Collected data entries

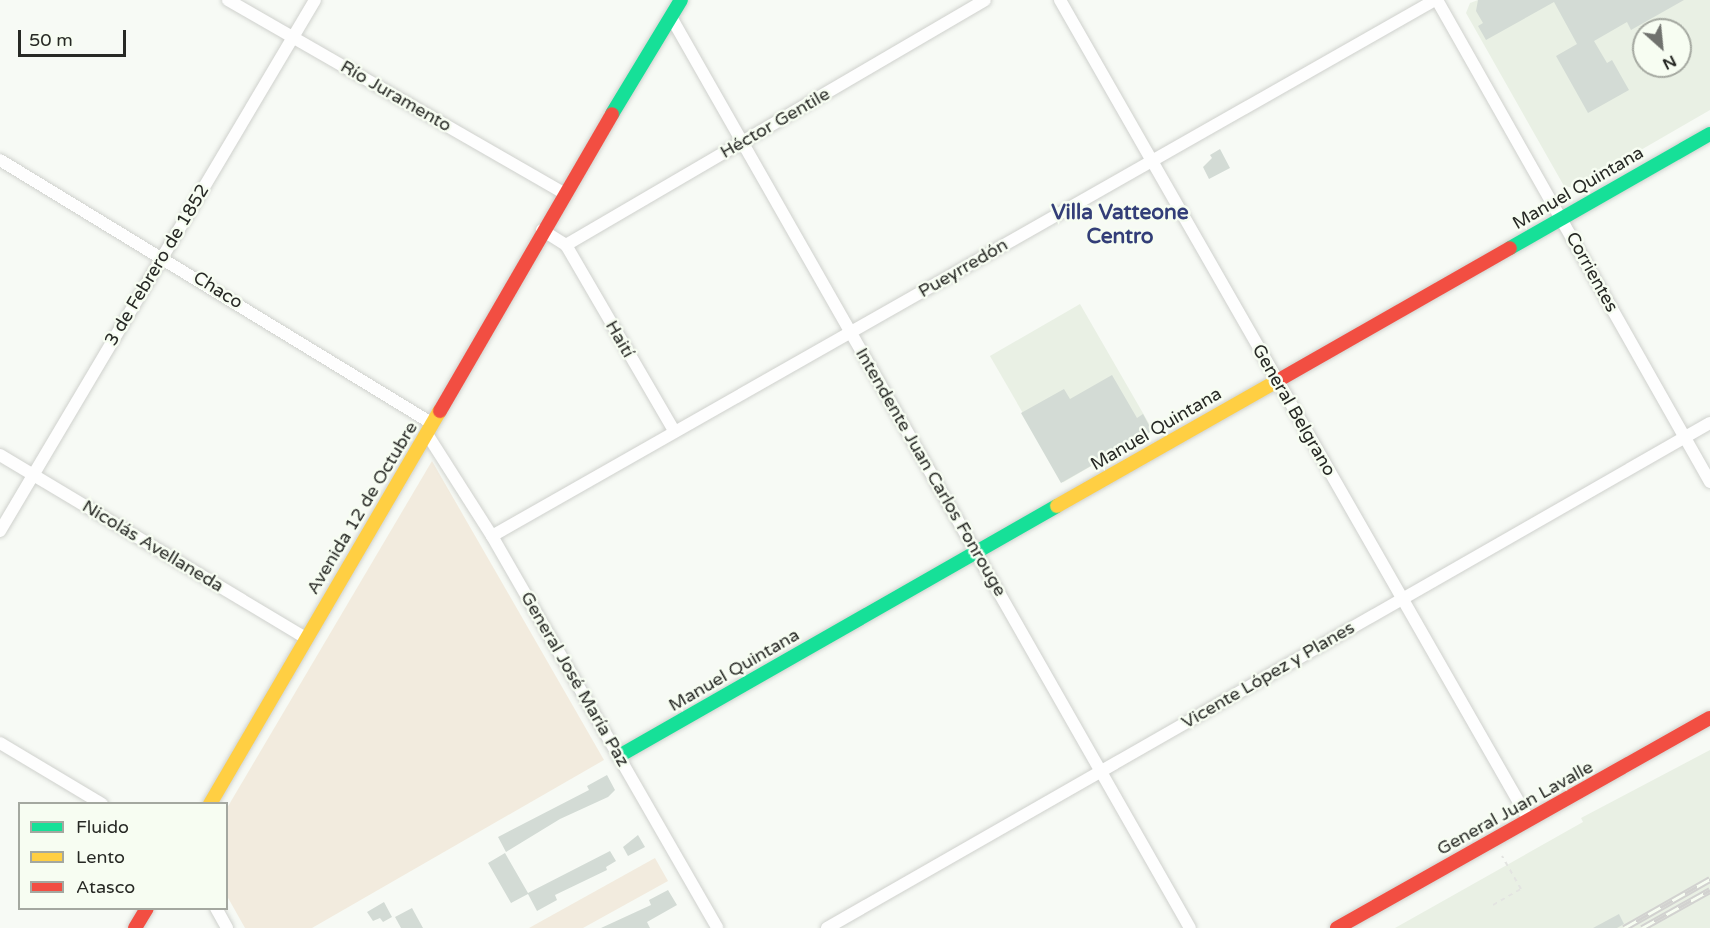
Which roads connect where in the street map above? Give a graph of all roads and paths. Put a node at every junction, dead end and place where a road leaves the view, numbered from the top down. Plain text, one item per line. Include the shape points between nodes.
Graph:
1 (228, 0) edge
2 (315, 0) edge
3 (681, 0) edge
4 (985, 0) edge
5 (1060, 0) edge
6 (1436, 0) edge
7 (671, 17) junction
8 (293, 37) junction
9 (1710, 134) edge
10 (742, 142) junction
11 (0, 160) edge
12 (1152, 161) junction
13 (564, 193) junction
14 (1561, 219) junction
15 (542, 230) junction
16 (566, 245) junction
17 (162, 256) junction
18 (851, 332) junction
19 (1277, 381) junction
20 (1710, 423) edge
21 (430, 429) junction
22 (675, 432) junction
23 (1685, 437) junction
24 (0, 455) edge
25 (33, 474) junction
26 (1710, 482) edge
27 (0, 531) edge
28 (492, 536) junction
29 (977, 552) junction
30 (1401, 597) junction
31 (306, 638) junction
32 (1710, 718) edge
33 (0, 743) edge
34 (619, 756) junction
35 (1102, 772) junction
36 (99, 802) edge
37 (211, 802) edge
38 (1529, 820) junction
39 (1502, 856) dead end
40 (1493, 904) dead end
41 (146, 910) edge
42 (217, 910) edge
43 (135, 928) edge
44 (227, 928) edge
45 (717, 928) edge
46 (827, 928) edge
47 (1190, 928) edge
48 (1337, 928) edge

1 - 8 street, Río Juramento
2 - 8 street, 3 de Febrero de 1852
3 - 7 street, Avenida 12 de Octubre
4 - 10 street, Héctor Gentile
5 - 12 street, General Belgrano
6 - 12 street, Pueyrredón
6 - 14 street, Corrientes
7 - 10 street, Intendente Juan Carlos Fonrouge
7 - 13 street, Avenida 12 de Octubre
8 - 13 street, Río Juramento
8 - 17 street, 3 de Febrero de 1852
9 - 14 street, Manuel Quintana
10 - 16 street, Héctor Gentile
10 - 18 street, Intendente Juan Carlos Fonrouge
11 - 17 street, Chaco
12 - 18 street, Pueyrredón
12 - 19 street, General Belgrano
13 - 15 street, Avenida 12 de Octubre
14 - 19 street, Manuel Quintana
14 - 23 street, Corrientes
15 - 16 street
15 - 21 street, Avenida 12 de Octubre
16 - 22 street, Haití
17 - 21 street, Chaco
17 - 25 street, 3 de Febrero de 1852
18 - 22 street, Pueyrredón
18 - 29 street, Intendente Juan Carlos Fonrouge
19 - 29 street, Manuel Quintana
19 - 30 street, General Belgrano
20 - 23 street, Vicente López y Planes
21 - 28 street, General José María Paz
21 - 31 street, Avenida 12 de Octubre
22 - 28 street, Pueyrredón
23 - 26 street, Corrientes
23 - 30 street, Vicente López y Planes
24 - 25 street, Nicolás Avellaneda
25 - 27 street, 3 de Febrero de 1852
25 - 31 street, Nicolás Avellaneda
28 - 34 street, General José María Paz
29 - 34 street, Manuel Quintana
29 - 35 street, Intendente Juan Carlos Fonrouge
30 - 35 street, Vicente López y Planes
30 - 38 street, General Belgrano
31 - 37 street, Avenida 12 de Octubre
32 - 38 street, General Juan Lavalle
33 - 36 street
34 - 45 street, General José María Paz
35 - 46 street, Vicente López y Planes
35 - 47 street, Intendente Juan Carlos Fonrouge
38 - 48 street, General Juan Lavalle
39 - 40 path via 1521,889
41 - 43 street
42 - 44 street

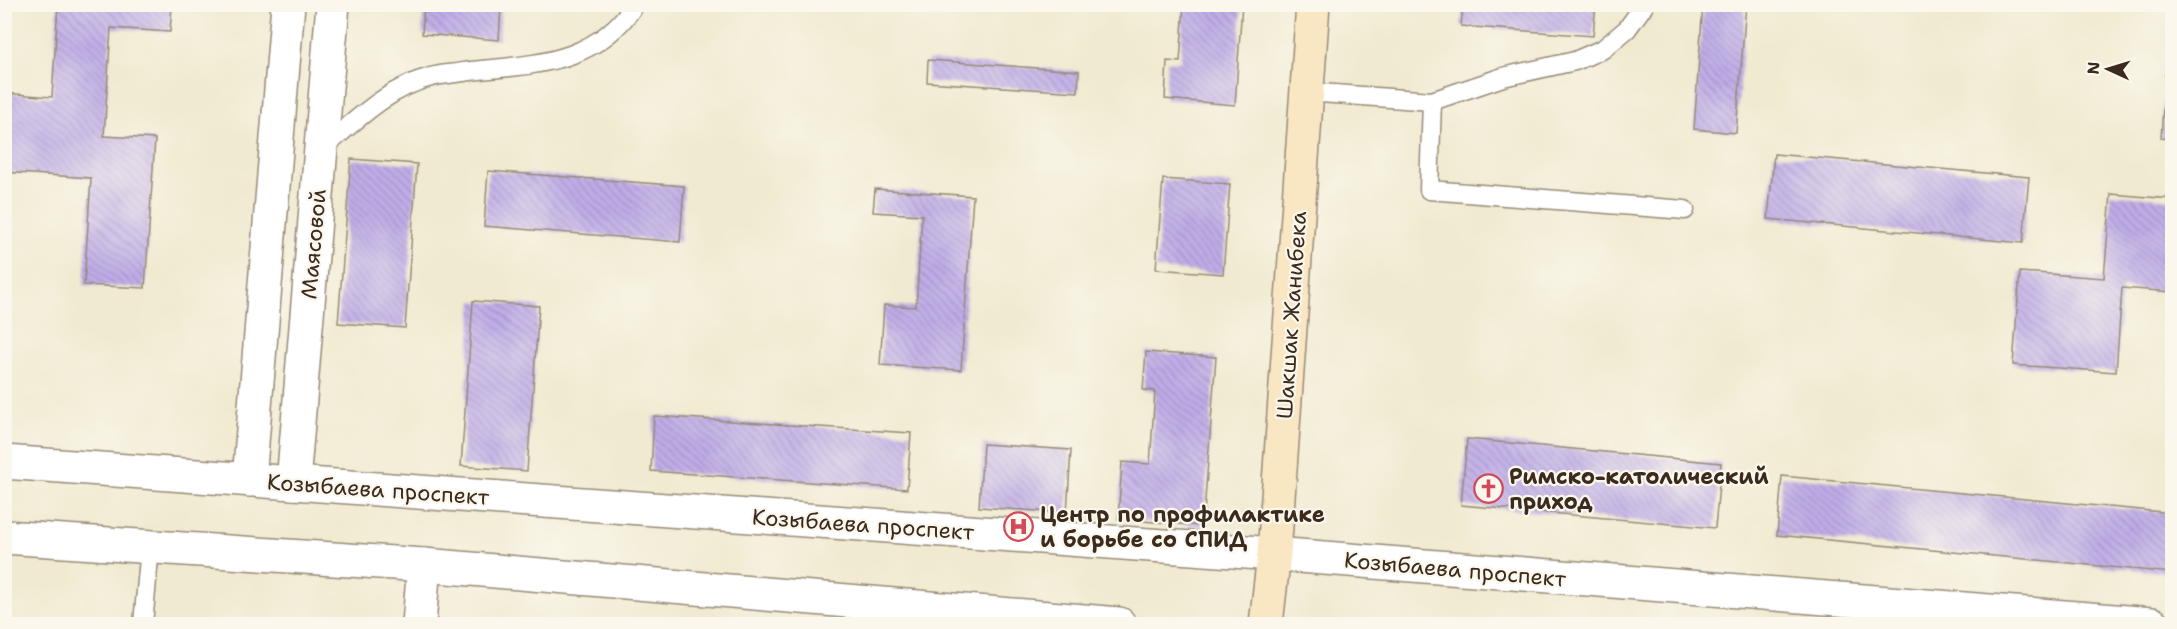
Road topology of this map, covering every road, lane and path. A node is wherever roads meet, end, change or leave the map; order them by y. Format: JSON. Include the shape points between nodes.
{"nodes":[{"id":1,"x":288,"y":4,"type":"edge"},
{"id":2,"x":333,"y":4,"type":"edge"},
{"id":3,"x":635,"y":4,"type":"edge"},
{"id":4,"x":1313,"y":4,"type":"edge"},
{"id":5,"x":1645,"y":4,"type":"edge"},
{"id":6,"x":1306,"y":92,"type":"junction"},
{"id":7,"x":1432,"y":101,"type":"junction"},
{"id":8,"x":321,"y":150,"type":"junction"},
{"id":9,"x":1685,"y":210,"type":"dead end"},
{"id":10,"x":4,"y":462,"type":"edge"},
{"id":11,"x":249,"y":480,"type":"junction"},
{"id":12,"x":293,"y":483,"type":"junction"},
{"id":13,"x":4,"y":537,"type":"edge"},
{"id":14,"x":150,"y":547,"type":"junction"},
{"id":15,"x":1274,"y":554,"type":"junction"},
{"id":16,"x":424,"y":566,"type":"junction"},
{"id":17,"x":143,"y":624,"type":"edge"},
{"id":18,"x":419,"y":624,"type":"edge"},
{"id":19,"x":1119,"y":624,"type":"edge"},
{"id":20,"x":1266,"y":624,"type":"edge"},
{"id":21,"x":2152,"y":624,"type":"edge"}],
"edges":[{"from":1,"to":11,"type":"street","name":"Маясовой"},
{"from":2,"to":8,"type":"street","name":"Маясовой"},
{"from":3,"to":8,"type":"lane","via":[[626,19],[595,45],[562,59],[430,77],[382,98]]},
{"from":4,"to":6,"type":"street","name":"Шакшак Жанибека"},
{"from":5,"to":7,"type":"lane","via":[[1627,28],[1603,49],[1575,62],[1503,77]]},
{"from":6,"to":7,"type":"lane"},
{"from":6,"to":15,"type":"street","name":"Шакшак Жанибека"},
{"from":7,"to":9,"type":"lane","via":[[1429,190]]},
{"from":8,"to":12,"type":"street","name":"Маясовой"},
{"from":10,"to":11,"type":"street","name":"Козыбаева проспект"},
{"from":11,"to":12,"type":"street","name":"Козыбаева проспект"},
{"from":12,"to":15,"type":"street","name":"Козыбаева проспект"},
{"from":13,"to":14,"type":"street"},
{"from":14,"to":16,"type":"street"},
{"from":14,"to":17,"type":"lane"},
{"from":15,"to":20,"type":"street","name":"Шакшак Жанибека"},
{"from":15,"to":21,"type":"street","name":"Козыбаева проспект"},
{"from":16,"to":18,"type":"street"},
{"from":16,"to":19,"type":"street"}]}
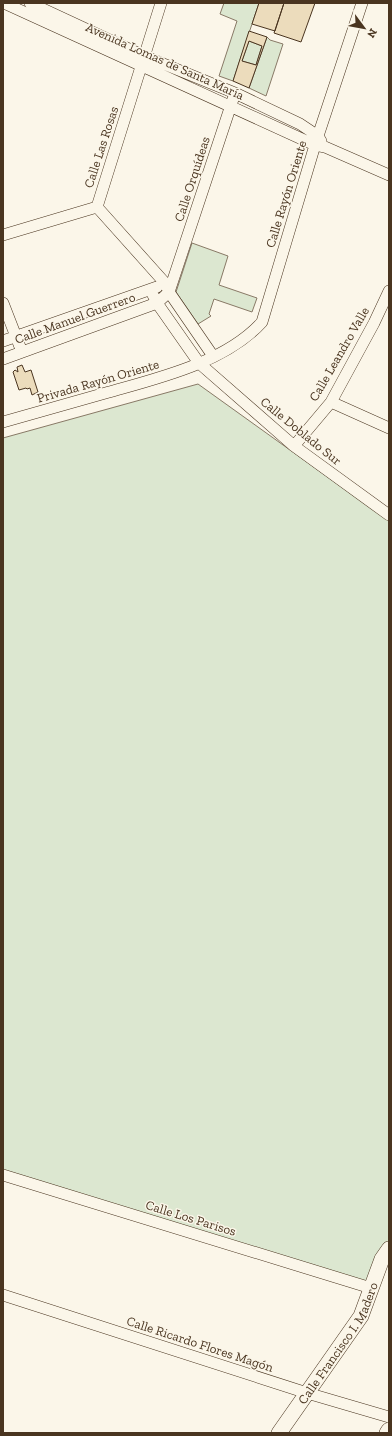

> _TASK_
Repeat the entries word for word and skip the pictures.

> _RESPONSE BELOW_
Which roads connect where in the street map above? Give a graph of all roads and paths. Put a node at every junction, dead end and place where a road leaves the view, numbered from the top down. Plain text, one item per line. Include the shape points between nodes.
Graph:
1 (228, 0) edge
2 (315, 0) edge
3 (681, 0) edge
4 (985, 0) edge
5 (1060, 0) edge
6 (1436, 0) edge
7 (671, 17) junction
8 (293, 37) junction
9 (1710, 134) edge
10 (742, 142) junction
11 (0, 160) edge
12 (1152, 161) junction
13 (564, 193) junction
14 (1561, 219) junction
15 (542, 230) junction
16 (566, 245) junction
17 (162, 256) junction
18 (851, 332) junction
19 (1277, 381) junction
20 (1710, 423) edge
21 (430, 429) junction
22 (675, 432) junction
23 (1685, 437) junction
24 (0, 455) edge
25 (33, 474) junction
26 (1710, 482) edge
27 (0, 531) edge
28 (492, 536) junction
29 (977, 552) junction
30 (1401, 597) junction
31 (306, 638) junction
32 (1710, 718) edge
33 (0, 743) edge
34 (619, 756) junction
35 (1102, 772) junction
36 (99, 802) edge
37 (211, 802) edge
38 (1529, 820) junction
39 (1502, 856) dead end
40 (1493, 904) dead end
41 (146, 910) edge
42 (217, 910) edge
43 (135, 928) edge
44 (227, 928) edge
45 (717, 928) edge
46 (827, 928) edge
47 (1190, 928) edge
48 (1337, 928) edge

1 - 8 street, Río Juramento
2 - 8 street, 3 de Febrero de 1852
3 - 7 street, Avenida 12 de Octubre
4 - 10 street, Héctor Gentile
5 - 12 street, General Belgrano
6 - 12 street, Pueyrredón
6 - 14 street, Corrientes
7 - 10 street, Intendente Juan Carlos Fonrouge
7 - 13 street, Avenida 12 de Octubre
8 - 13 street, Río Juramento
8 - 17 street, 3 de Febrero de 1852
9 - 14 street, Manuel Quintana
10 - 16 street, Héctor Gentile
10 - 18 street, Intendente Juan Carlos Fonrouge
11 - 17 street, Chaco
12 - 18 street, Pueyrredón
12 - 19 street, General Belgrano
13 - 15 street, Avenida 12 de Octubre
14 - 19 street, Manuel Quintana
14 - 23 street, Corrientes
15 - 16 street
15 - 21 street, Avenida 12 de Octubre
16 - 22 street, Haití
17 - 21 street, Chaco
17 - 25 street, 3 de Febrero de 1852
18 - 22 street, Pueyrredón
18 - 29 street, Intendente Juan Carlos Fonrouge
19 - 29 street, Manuel Quintana
19 - 30 street, General Belgrano
20 - 23 street, Vicente López y Planes
21 - 28 street, General José María Paz
21 - 31 street, Avenida 12 de Octubre
22 - 28 street, Pueyrredón
23 - 26 street, Corrientes
23 - 30 street, Vicente López y Planes
24 - 25 street, Nicolás Avellaneda
25 - 27 street, 3 de Febrero de 1852
25 - 31 street, Nicolás Avellaneda
28 - 34 street, General José María Paz
29 - 34 street, Manuel Quintana
29 - 35 street, Intendente Juan Carlos Fonrouge
30 - 35 street, Vicente López y Planes
30 - 38 street, General Belgrano
31 - 37 street, Avenida 12 de Octubre
32 - 38 street, General Juan Lavalle
33 - 36 street
34 - 45 street, General José María Paz
35 - 46 street, Vicente López y Planes
35 - 47 street, Intendente Juan Carlos Fonrouge
38 - 48 street, General Juan Lavalle
39 - 40 path via 1521,889
41 - 43 street
42 - 44 street

Road topology of this map, covering every road, lane and path. A node is wherever roads meet, end, change or leave the map; order them by y. Format: JSON. Include the shape points between nodes.
{"nodes":[{"id":1,"x":288,"y":4,"type":"edge"},
{"id":2,"x":333,"y":4,"type":"edge"},
{"id":3,"x":635,"y":4,"type":"edge"},
{"id":4,"x":1313,"y":4,"type":"edge"},
{"id":5,"x":1645,"y":4,"type":"edge"},
{"id":6,"x":1306,"y":92,"type":"junction"},
{"id":7,"x":1432,"y":101,"type":"junction"},
{"id":8,"x":321,"y":150,"type":"junction"},
{"id":9,"x":1685,"y":210,"type":"dead end"},
{"id":10,"x":4,"y":462,"type":"edge"},
{"id":11,"x":249,"y":480,"type":"junction"},
{"id":12,"x":293,"y":483,"type":"junction"},
{"id":13,"x":4,"y":537,"type":"edge"},
{"id":14,"x":150,"y":547,"type":"junction"},
{"id":15,"x":1274,"y":554,"type":"junction"},
{"id":16,"x":424,"y":566,"type":"junction"},
{"id":17,"x":143,"y":624,"type":"edge"},
{"id":18,"x":419,"y":624,"type":"edge"},
{"id":19,"x":1119,"y":624,"type":"edge"},
{"id":20,"x":1266,"y":624,"type":"edge"},
{"id":21,"x":2152,"y":624,"type":"edge"}],
"edges":[{"from":1,"to":11,"type":"street","name":"Маясовой"},
{"from":2,"to":8,"type":"street","name":"Маясовой"},
{"from":3,"to":8,"type":"lane","via":[[626,19],[595,45],[562,59],[430,77],[382,98]]},
{"from":4,"to":6,"type":"street","name":"Шакшак Жанибека"},
{"from":5,"to":7,"type":"lane","via":[[1627,28],[1603,49],[1575,62],[1503,77]]},
{"from":6,"to":7,"type":"lane"},
{"from":6,"to":15,"type":"street","name":"Шакшак Жанибека"},
{"from":7,"to":9,"type":"lane","via":[[1429,190]]},
{"from":8,"to":12,"type":"street","name":"Маясовой"},
{"from":10,"to":11,"type":"street","name":"Козыбаева проспект"},
{"from":11,"to":12,"type":"street","name":"Козыбаева проспект"},
{"from":12,"to":15,"type":"street","name":"Козыбаева проспект"},
{"from":13,"to":14,"type":"street"},
{"from":14,"to":16,"type":"street"},
{"from":14,"to":17,"type":"lane"},
{"from":15,"to":20,"type":"street","name":"Шакшак Жанибека"},
{"from":15,"to":21,"type":"street","name":"Козыбаева проспект"},
{"from":16,"to":18,"type":"street"},
{"from":16,"to":19,"type":"street"}]}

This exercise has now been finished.